*TO DO:*
Please return every line of the records that contains the word "港城东大街".

+++

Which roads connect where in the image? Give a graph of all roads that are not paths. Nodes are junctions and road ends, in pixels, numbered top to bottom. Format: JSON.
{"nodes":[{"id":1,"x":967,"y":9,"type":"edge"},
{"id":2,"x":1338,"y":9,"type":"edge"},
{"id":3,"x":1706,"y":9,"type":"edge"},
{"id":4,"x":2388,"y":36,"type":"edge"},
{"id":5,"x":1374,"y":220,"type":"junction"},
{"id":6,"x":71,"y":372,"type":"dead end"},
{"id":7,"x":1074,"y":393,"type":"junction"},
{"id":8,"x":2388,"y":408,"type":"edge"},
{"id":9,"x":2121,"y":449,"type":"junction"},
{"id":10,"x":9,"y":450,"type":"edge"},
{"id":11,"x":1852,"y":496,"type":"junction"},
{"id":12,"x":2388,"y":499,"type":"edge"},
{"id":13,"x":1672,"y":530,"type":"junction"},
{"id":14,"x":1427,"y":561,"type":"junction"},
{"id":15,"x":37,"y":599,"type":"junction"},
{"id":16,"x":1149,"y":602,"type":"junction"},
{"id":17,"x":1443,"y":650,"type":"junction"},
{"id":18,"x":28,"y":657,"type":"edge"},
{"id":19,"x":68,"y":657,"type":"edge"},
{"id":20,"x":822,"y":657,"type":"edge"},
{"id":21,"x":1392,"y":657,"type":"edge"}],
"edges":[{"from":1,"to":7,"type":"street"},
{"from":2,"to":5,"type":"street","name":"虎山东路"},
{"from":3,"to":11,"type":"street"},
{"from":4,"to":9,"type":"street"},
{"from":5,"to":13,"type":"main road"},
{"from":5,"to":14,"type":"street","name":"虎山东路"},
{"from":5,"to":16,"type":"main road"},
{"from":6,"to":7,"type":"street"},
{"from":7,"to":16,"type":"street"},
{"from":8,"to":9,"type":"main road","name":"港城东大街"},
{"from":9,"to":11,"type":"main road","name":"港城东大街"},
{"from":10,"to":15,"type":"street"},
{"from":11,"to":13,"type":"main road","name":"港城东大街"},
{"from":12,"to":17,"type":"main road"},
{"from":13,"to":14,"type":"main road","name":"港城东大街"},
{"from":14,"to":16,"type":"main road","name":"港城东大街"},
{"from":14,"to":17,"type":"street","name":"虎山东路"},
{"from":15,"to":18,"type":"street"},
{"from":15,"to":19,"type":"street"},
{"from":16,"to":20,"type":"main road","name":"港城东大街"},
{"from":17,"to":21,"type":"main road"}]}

+++

*EXERCISE RESULT:*
{"from":8,"to":9,"type":"main road","name":"港城东大街"},
{"from":9,"to":11,"type":"main road","name":"港城东大街"},
{"from":11,"to":13,"type":"main road","name":"港城东大街"},
{"from":13,"to":14,"type":"main road","name":"港城东大街"},
{"from":14,"to":16,"type":"main road","name":"港城东大街"},
{"from":16,"to":20,"type":"main road","name":"港城东大街"},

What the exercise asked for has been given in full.